Dans une deuxième étape, le juriste confronte son analyse de l’objet à appréhender à celle potentiellement proposée par d’autres disciplines. Il s’agit ici de se demander comment d’autres savoirs appréhendent les postulats, présupposés, préjugés, paradigmes, croyances, lieux communs, biais, émotions qui entourent tel ou tel objet d’étude. Cette interrogation requiert un travail pluridisciplinaire de comparaison. Il a pour ambition d’expliciter potentiellement l’ensemble des précompréhensions qui peuvent exister sur un objet donné au départ de différentes disciplines. Comme pour toute aventure pluridisciplinaire, le travail est complexe et exigeant. Il faut savoir déterminer à plusieurs disciplines de quoi parle-t-on précisément et dans quel ordre faut-il en parler ? Notre expérience en ce domaine avec des économistes, gestionnaires, politistes, sociologues, anthropologues, philosophes, scientifiques du numérique ou biologistes, nous a montré que le travail pluridisciplinaire demeurait nécessairement limité. On ne travaille qu’un temps à plusieurs disciplines sur des objets définis, puisque chacun doit pouvoir ensuite retourner à sa discipline propre ou travailler le cas échéant à l’émergence de nouvelles disciplines. Mais cet espace de travail en commun est essentiel. Il l’est tout particulièrement pour la démarche antécédente. En matière de précompréhensions, les savoirs ont tous besoin les uns des autres, dès lors qu’il s’agit pour chacun d’eux de sortir de sa zone de confort et de s’interroger sur ce qui peut exister en amont de la construction des objets par la discipline. Contrairement à ce que l’on pourrait croire, le droit n’est pas suiveur dans ce deuxième temps de la démarche. Chaque discipline doit faire l’effort d’une analyse réflexive, c’est-à-dire doit interroger ses propres précompréhensions sur un objet donné. Cette mise à nue de la connaissance peut être déroutante pour chacun des participants. Mais elle a cet immense mérite de ne placer aucun des acteurs en présence en position de force par rapport aux autres. Il s’agit ni plus ni moins d’essayer de créer un espace idéal pour échanger et croiser les regards sur les précompréhensions de l’objet étudié.
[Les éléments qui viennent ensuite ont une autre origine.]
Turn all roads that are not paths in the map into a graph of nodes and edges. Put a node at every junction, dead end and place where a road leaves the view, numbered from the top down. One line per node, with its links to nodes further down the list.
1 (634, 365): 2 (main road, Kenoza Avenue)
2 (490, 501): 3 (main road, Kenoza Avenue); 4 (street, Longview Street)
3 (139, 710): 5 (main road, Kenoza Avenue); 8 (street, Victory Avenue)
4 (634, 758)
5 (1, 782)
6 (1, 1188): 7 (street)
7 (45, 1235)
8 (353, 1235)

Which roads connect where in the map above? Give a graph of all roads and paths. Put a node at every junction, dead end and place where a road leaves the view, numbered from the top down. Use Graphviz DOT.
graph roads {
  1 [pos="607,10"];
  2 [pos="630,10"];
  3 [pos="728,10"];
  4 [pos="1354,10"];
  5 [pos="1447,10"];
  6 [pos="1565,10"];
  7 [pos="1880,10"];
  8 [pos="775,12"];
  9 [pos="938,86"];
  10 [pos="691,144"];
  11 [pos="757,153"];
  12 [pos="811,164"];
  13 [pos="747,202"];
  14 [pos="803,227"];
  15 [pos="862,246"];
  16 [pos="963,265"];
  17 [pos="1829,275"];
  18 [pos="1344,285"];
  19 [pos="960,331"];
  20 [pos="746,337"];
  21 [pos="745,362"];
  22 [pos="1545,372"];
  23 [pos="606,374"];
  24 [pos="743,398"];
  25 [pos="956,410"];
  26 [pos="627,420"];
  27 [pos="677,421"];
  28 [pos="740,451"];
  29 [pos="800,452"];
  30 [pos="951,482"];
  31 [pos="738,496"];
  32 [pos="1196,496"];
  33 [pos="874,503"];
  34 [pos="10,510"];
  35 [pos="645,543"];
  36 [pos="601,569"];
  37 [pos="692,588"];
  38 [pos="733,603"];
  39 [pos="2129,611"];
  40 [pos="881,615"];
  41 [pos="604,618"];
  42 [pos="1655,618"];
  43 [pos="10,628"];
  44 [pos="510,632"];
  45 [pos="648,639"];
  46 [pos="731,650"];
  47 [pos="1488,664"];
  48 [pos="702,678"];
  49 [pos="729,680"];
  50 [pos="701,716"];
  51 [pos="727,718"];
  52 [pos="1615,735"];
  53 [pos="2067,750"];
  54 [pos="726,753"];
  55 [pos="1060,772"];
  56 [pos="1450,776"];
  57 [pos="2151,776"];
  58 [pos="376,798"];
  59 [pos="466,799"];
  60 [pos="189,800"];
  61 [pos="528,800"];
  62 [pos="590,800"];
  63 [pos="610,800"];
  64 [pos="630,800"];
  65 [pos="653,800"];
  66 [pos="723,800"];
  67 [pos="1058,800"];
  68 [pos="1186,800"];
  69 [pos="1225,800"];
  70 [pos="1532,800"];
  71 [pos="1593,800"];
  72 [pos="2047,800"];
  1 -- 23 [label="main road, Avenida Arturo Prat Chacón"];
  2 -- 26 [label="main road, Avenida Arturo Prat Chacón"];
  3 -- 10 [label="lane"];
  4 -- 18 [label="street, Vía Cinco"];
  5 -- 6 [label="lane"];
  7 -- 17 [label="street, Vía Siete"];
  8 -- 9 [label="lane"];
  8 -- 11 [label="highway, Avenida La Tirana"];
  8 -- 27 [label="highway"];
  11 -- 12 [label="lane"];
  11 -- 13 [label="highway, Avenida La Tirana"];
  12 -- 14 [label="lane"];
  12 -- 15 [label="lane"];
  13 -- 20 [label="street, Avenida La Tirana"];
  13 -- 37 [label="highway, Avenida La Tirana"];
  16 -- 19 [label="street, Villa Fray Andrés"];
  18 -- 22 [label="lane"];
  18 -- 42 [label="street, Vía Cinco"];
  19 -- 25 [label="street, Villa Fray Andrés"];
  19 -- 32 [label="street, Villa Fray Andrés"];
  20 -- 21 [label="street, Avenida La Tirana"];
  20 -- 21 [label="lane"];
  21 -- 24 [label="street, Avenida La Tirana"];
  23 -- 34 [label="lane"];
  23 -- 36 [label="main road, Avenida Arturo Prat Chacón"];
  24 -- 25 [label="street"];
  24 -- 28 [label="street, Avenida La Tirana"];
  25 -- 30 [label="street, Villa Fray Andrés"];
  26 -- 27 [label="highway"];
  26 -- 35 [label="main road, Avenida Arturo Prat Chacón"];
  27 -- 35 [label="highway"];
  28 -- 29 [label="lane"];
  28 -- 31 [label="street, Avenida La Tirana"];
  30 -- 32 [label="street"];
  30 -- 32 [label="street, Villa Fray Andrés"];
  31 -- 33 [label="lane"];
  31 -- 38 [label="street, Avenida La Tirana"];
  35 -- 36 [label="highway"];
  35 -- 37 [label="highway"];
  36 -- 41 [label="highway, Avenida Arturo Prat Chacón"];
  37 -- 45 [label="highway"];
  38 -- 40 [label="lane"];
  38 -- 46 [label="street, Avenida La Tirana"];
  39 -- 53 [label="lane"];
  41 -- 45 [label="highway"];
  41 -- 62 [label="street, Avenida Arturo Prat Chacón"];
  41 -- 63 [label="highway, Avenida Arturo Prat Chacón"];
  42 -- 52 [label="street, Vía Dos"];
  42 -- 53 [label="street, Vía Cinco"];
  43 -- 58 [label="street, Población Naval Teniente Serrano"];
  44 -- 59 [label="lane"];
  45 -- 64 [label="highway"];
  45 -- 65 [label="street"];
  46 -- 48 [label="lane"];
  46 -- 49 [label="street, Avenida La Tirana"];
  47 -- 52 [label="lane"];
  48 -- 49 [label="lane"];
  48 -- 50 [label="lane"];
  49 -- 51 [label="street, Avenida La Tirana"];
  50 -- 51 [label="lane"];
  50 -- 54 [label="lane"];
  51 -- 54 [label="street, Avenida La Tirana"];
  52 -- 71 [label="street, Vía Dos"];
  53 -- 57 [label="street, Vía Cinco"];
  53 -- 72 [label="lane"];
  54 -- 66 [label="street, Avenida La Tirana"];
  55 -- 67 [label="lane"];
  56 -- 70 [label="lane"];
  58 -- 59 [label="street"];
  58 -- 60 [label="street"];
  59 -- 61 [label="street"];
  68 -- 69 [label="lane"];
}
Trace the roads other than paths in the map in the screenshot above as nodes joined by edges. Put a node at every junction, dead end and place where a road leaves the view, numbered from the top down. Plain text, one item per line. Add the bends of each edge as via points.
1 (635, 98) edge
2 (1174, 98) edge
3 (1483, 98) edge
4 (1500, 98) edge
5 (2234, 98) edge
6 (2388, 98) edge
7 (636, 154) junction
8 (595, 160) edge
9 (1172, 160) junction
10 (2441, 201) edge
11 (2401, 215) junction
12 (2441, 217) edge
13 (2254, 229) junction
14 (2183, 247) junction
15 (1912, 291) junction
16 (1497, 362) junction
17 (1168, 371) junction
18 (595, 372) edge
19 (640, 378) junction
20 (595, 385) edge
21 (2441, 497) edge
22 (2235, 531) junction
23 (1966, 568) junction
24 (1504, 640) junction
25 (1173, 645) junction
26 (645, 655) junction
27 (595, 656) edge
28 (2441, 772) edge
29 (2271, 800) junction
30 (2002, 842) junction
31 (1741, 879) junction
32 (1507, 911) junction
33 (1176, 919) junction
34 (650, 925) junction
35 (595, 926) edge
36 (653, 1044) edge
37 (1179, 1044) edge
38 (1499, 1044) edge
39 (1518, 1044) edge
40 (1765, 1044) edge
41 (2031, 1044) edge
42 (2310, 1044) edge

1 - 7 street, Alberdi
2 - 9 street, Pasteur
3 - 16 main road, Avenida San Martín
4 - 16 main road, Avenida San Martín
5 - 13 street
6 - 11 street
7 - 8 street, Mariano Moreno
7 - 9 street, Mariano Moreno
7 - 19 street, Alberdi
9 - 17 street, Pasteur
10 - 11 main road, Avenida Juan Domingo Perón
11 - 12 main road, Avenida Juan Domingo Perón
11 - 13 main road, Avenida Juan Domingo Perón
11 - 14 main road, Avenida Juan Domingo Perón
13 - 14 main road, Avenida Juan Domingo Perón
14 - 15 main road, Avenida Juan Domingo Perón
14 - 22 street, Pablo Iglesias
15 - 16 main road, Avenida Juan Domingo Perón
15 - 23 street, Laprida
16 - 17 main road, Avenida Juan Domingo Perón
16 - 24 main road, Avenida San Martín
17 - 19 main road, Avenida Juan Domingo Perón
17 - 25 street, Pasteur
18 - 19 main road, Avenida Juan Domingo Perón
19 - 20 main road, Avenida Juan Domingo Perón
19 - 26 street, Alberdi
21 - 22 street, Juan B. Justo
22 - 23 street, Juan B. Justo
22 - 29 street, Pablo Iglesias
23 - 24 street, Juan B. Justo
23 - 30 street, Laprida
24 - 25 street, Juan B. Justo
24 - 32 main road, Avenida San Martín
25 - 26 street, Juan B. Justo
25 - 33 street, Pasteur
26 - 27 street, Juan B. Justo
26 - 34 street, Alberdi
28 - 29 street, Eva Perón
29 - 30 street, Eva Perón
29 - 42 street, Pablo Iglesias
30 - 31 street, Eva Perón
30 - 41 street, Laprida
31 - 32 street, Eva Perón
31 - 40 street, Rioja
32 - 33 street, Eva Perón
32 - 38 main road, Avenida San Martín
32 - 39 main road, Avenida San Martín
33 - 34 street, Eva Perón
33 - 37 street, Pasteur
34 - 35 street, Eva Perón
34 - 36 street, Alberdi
Reste alors la dernière étape, celle du retour au droit dans son champ propre et, dans l’absolu, du retour de chacune des disciplines mobilisées à la deuxième étape dans leurs domaines respectifs. S’agissant du droit, nous savons qu’il est essentiellement une affaire de choix même s’il a ses propres contraintes. Le droit n’est pas tenu de prendre en considération l’ensemble des antécédents qui ont été explicités en étape 2 de la méthode. Mais il procède aux choix qui lui semblent utiles ou nécessaires en pleine compréhension des objets à appréhender, ce que permet justement la méthode antécédente. A cet égard, la méthode antécédente présente un attrait inégalé dans la science juridique. Si le droit crée son propre monde, encore faut-il connaître les « autres mondes » pour déterminer avec un minimum de précision de quel monde juridique parle-t-on ? Pour cela il est nécessaire de procéder à un travail de comparaison entre les différents savoirs. Par exemple, comment comprendre en droit cet objet qui retient toutes les attentions aujourd’hui et que l’on appelle « l’intelligence artificielle »7Pour une expérience de ce type en droit, économie, gestion et sociologie, voir ou revoir la table- ronde organisée par notre laboratoire CNRS GREDEG en décembre 2022 à Sophia Antipolis : <https://gredeg.univ-cotedazur.fr/manifestations-scientifiques/seminaire-pluriannuel-1>. ? Une des manières de faire est de comparer les précompréhensions que les uns et les autres, chacun dans leur discipline, développent sur cet objet. C’est justement ce que permet de faire la démarche antécédente. Cette démarche présente encore un autre avantage. Elle peut s’avérer être le cheval de Troie (au sens mélioratif du terme) de toute recherche avancée qui s’efforce de se construire ou de se reconstruire autour d’objets non identifiés, le plus souvent internationaux et pluridisciplinaires. Ces objets, qu’ils soient réellement nouveaux ou qu’ils aient été délaissés jusqu’alors, débordent le plus souvent des disciplines traditionnelles. Même s’ils peuvent aspirer à fonder de nouvelles disciplines, ils requièrent, comme préalable à toute recherche, une démarche permettant de les approcher. La méthode antécédente, en questionnant les précompréhensions des objets, en les faisant dialoguer entre elles et en organisant un retour aux savoirs existants, permet d’atteindre une ambition de recherche de cette envergure. Elle peut donc avoir un impact bien au-delà du droit.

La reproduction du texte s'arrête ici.